JUBA: The United Nations said on Thursday that a drop in South Sudan's food production could leave 1.2 million people facing severe shortages in 2012, amid internal and border insecurity, erratic rains and returns from the north.

A Rapid Crop Assessment carried out last month points to an increased deficit food production of 400,000 metric tonnes this year, up from 100,000 metric tonnes last year, the UN's Food and Agricultural Organisation (FAO) said.

“We are estimating those that we think will be severely food insecure will be 1.2 million next year,” compared to 970,000 last year, FAO food security specialist Elijah Mukhala said.

South Sudan, which gained independence from the north in July after decades of civil war, needs to produce one million metric tonnes of food each year, but with displacement and violence, this year's best-case scenario is around half that, Mukhala said.

“We made gains in 2010. Right now, all these gains are being reversed, and the two main issues are insecurity and rainfall,” causing shortages and price rises, FAO food security coordinator Mtendere Mphatso said.

Lise Grande, who coordinates UN humanitarian efforts in the south, said a third of around nine million people there were classed as moderately or severely food insecure this year.

“Although we're not in a drought like the Horn of Africa, it's bad and it's getting worse. So you've got the world's newest country facing a major food security problem... It's linked to erratic rains, border closures, of course the insecurity, plus the returns,” she said.

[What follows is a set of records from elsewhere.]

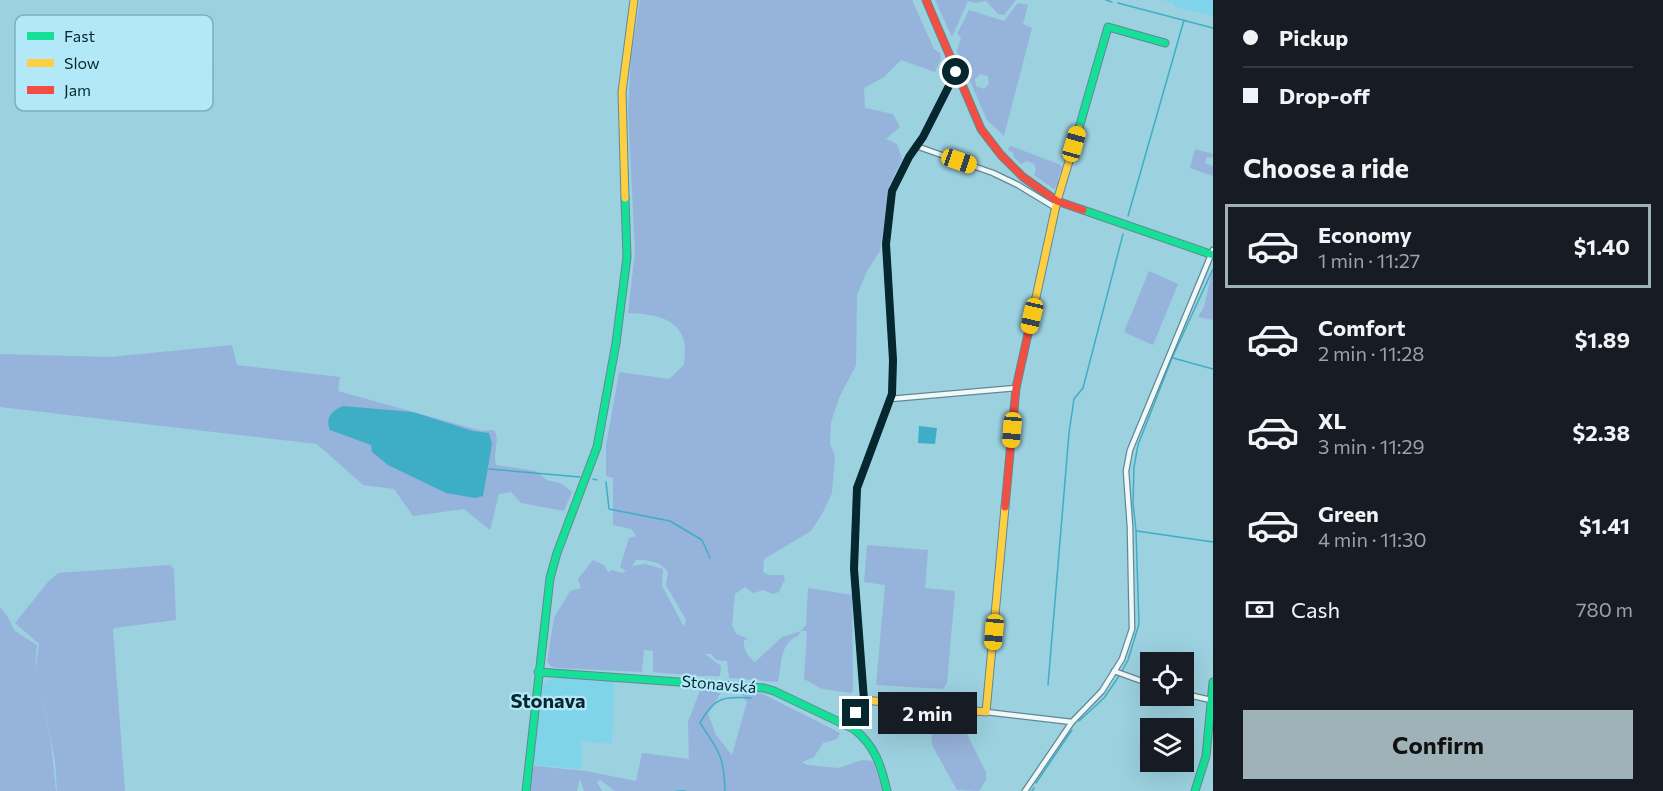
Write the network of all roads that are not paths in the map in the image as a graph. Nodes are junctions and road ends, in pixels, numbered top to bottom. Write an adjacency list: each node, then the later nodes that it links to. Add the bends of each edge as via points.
1 (633, 0): 11 (street, via 622,92 627,257 616,342 597,447 550,578)
2 (926, 0): 4 (street)
3 (1165, 43): 6 (street, via 1108,27)
4 (956, 72): 5 (street); 6 (street, via 981,129 1000,155)
5 (916, 146): 6 (street, via 993,173); 9 (street, via 892,191 886,244 893,360)
6 (1057, 204): 7 (street); 8 (street)
7 (1212, 253): 10 (street, via 1130,450 1126,471 1132,629)
8 (1016, 388): 9 (street); 17 (street)
9 (890, 399): 15 (street, via 857,488 854,569)
10 (1114, 671): 12 (street); 18 (street, via 1102,692)
11 (538, 672): 19 (street, Stonavská, via 764,688); 20 (street)
12 (1140, 680)
13 (1213, 682): 16 (street)
14 (1194, 696): 16 (street)
15 (864, 700): 17 (street); 19 (street)
16 (1211, 700): 23 (street, via 1206,756)
17 (986, 712): 18 (street)
18 (1072, 722): 22 (street)
19 (848, 726): 21 (street, Stonavská, via 875,749)
20 (526, 791)
21 (888, 791)
22 (1025, 791)
23 (1195, 791)

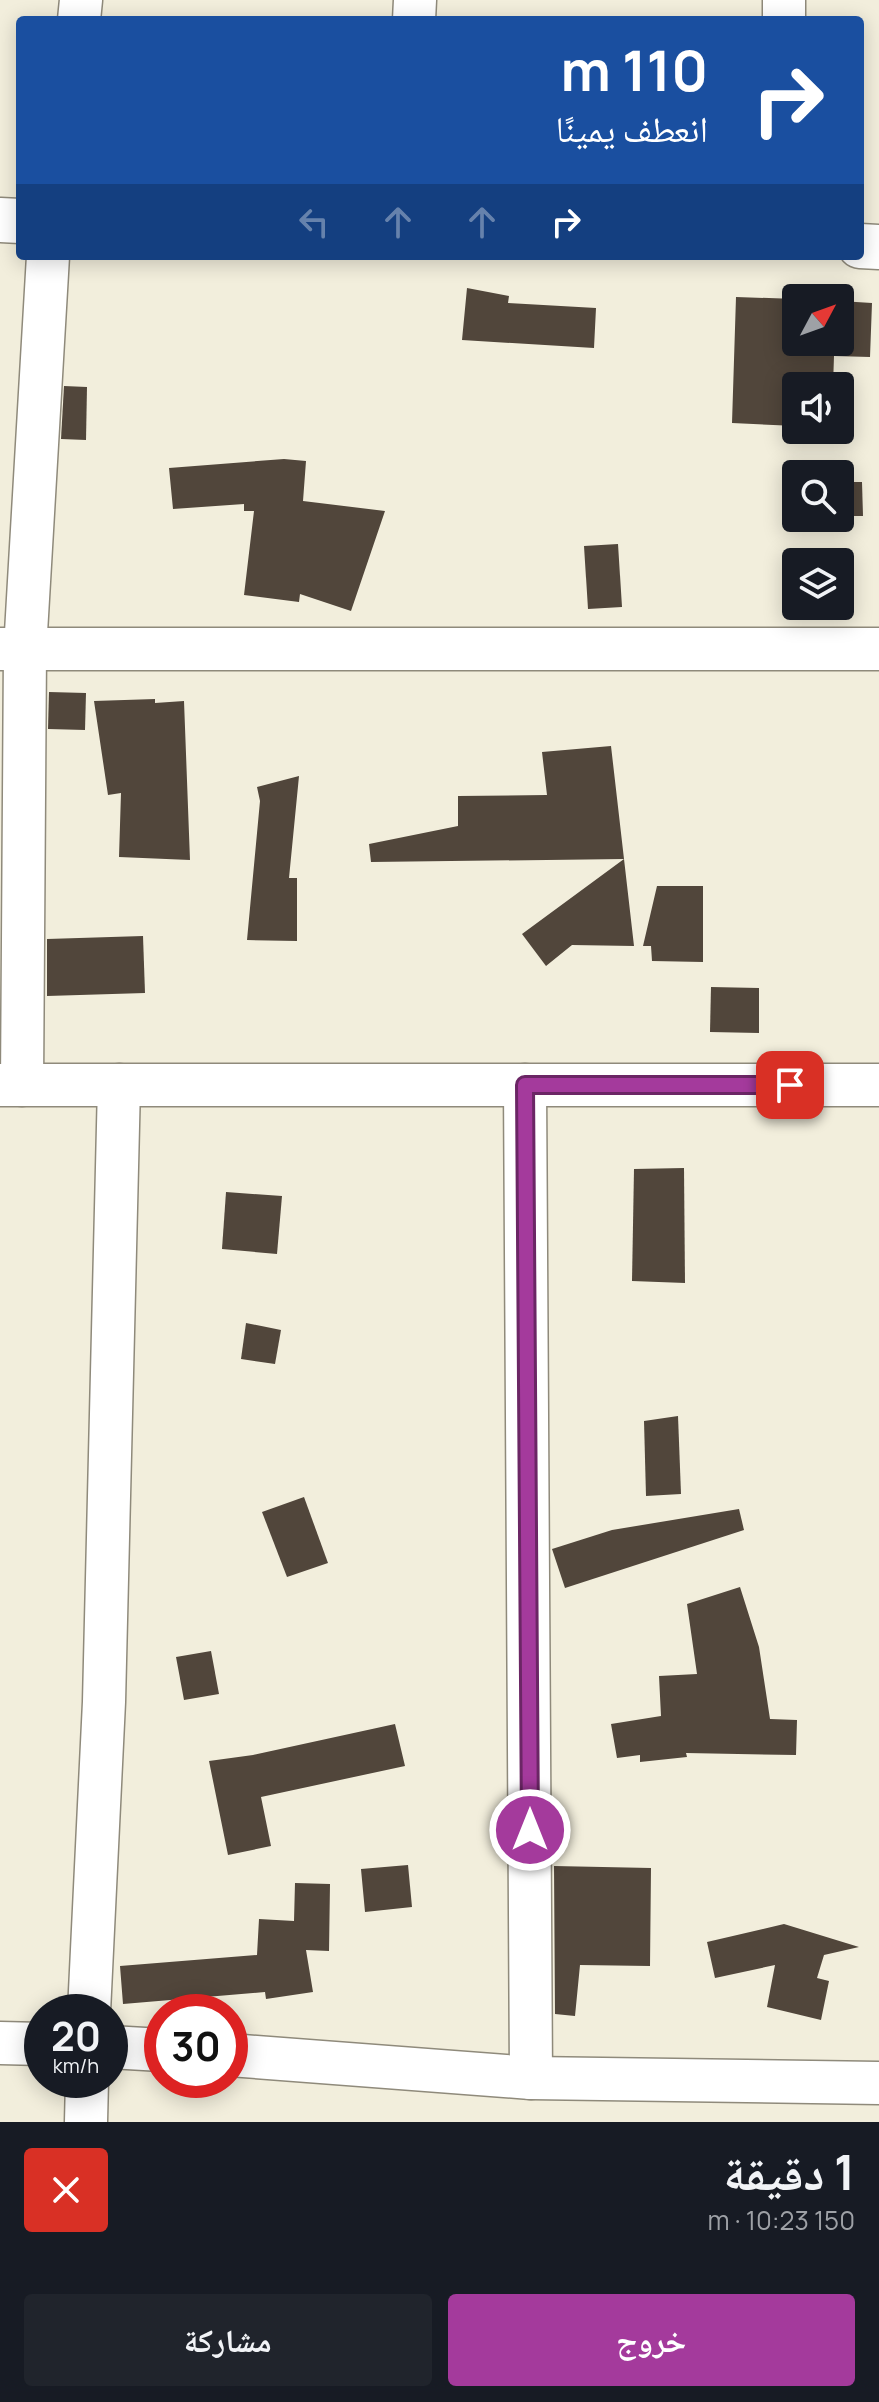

Grande said over 300,000 people had come south since January, with the same number again internally displaced due to inter-communal violence from a spate of violence covering border tensions, cattle-raiding, rebel militia groups and civilian disarmament.

“We have the largest peacetime movement since World War Two,” with 500 people entering each day, with internal violence and rains and a lack of employment opportunities putting a further strain on the fledgling nation, she said.

While the UN was ready to cater for 110,000 people fleeing south when Sudanese military forces occupied the contested border region of Abyei in May, Grande said food was now running out, with demobilised South Sudanese forces marching south, creating further resource problems.

Around 40,000 displaced people remain in the southern border town of Agok, recently hit by flash flooding, and are set to face another month of half-rations as trucks carrying 170 tonnes of government donated food are stuck.

Over 8,000 more refugees have poured into the new nation from the violence in neighbouring Southern Kordofan, while 7,500 more have fled attacks from Lord's Resistance Army (LRA) in the south-west.

Grande said UN humanitarian operations were being hampered by looting and violence towards staff by rebel militia groups and the Sudan People's Liberation Army (SPLA), as well as the laying of new mines.

Two UN staff was killed in an attack in May after SPLA troops commandeered six vehicles.